The problem :: Write back every line of the listing exactly, excluding images.

Information shown ::
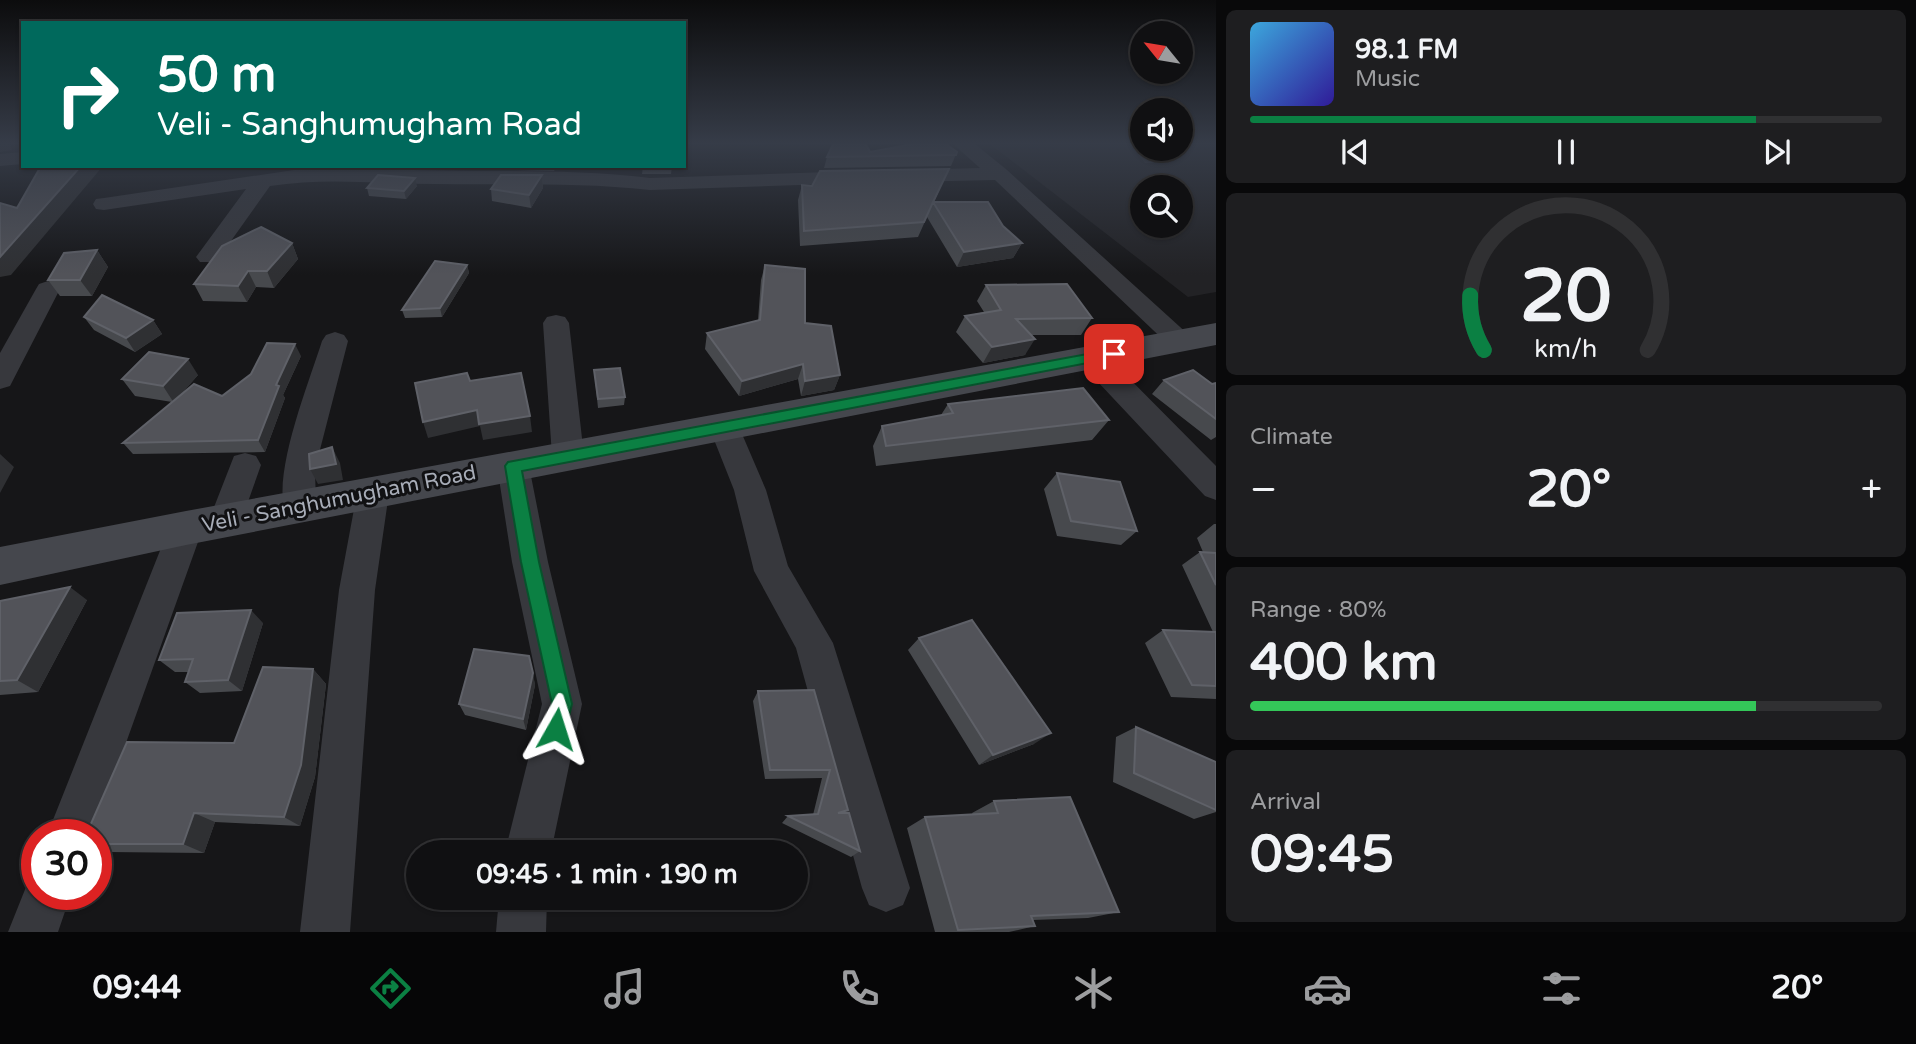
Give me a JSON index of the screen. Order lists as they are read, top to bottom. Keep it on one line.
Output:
{"streets":{"main road":["Veli - Sanghumugham Road"]},"north":"top left","page":{"turn":["50 m","Veli - Sanghumugham Road"],"song":["98.1 FM","Music"],"tile":["Climate",["Range · 80%","400 km"],["Arrival","09:45"]],"heat":["−","20°","+"],"limit":"30","trip":"09:45 · 1 min · 190 m","tabs":["09:44","20°"],"gauge":["20","km/h"]}}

Response area ::
Give me a JSON index of the screen. Order lists as they are read, top to bottom. Keep it on one line.
Output:
{"streets":{"main road":["Veli - Sanghumugham Road"]},"north":"top left","page":{"turn":["50 m","Veli - Sanghumugham Road"],"song":["98.1 FM","Music"],"tile":["Climate",["Range · 80%","400 km"],["Arrival","09:45"]],"heat":["−","20°","+"],"limit":"30","trip":"09:45 · 1 min · 190 m","tabs":["09:44","20°"],"gauge":["20","km/h"]}}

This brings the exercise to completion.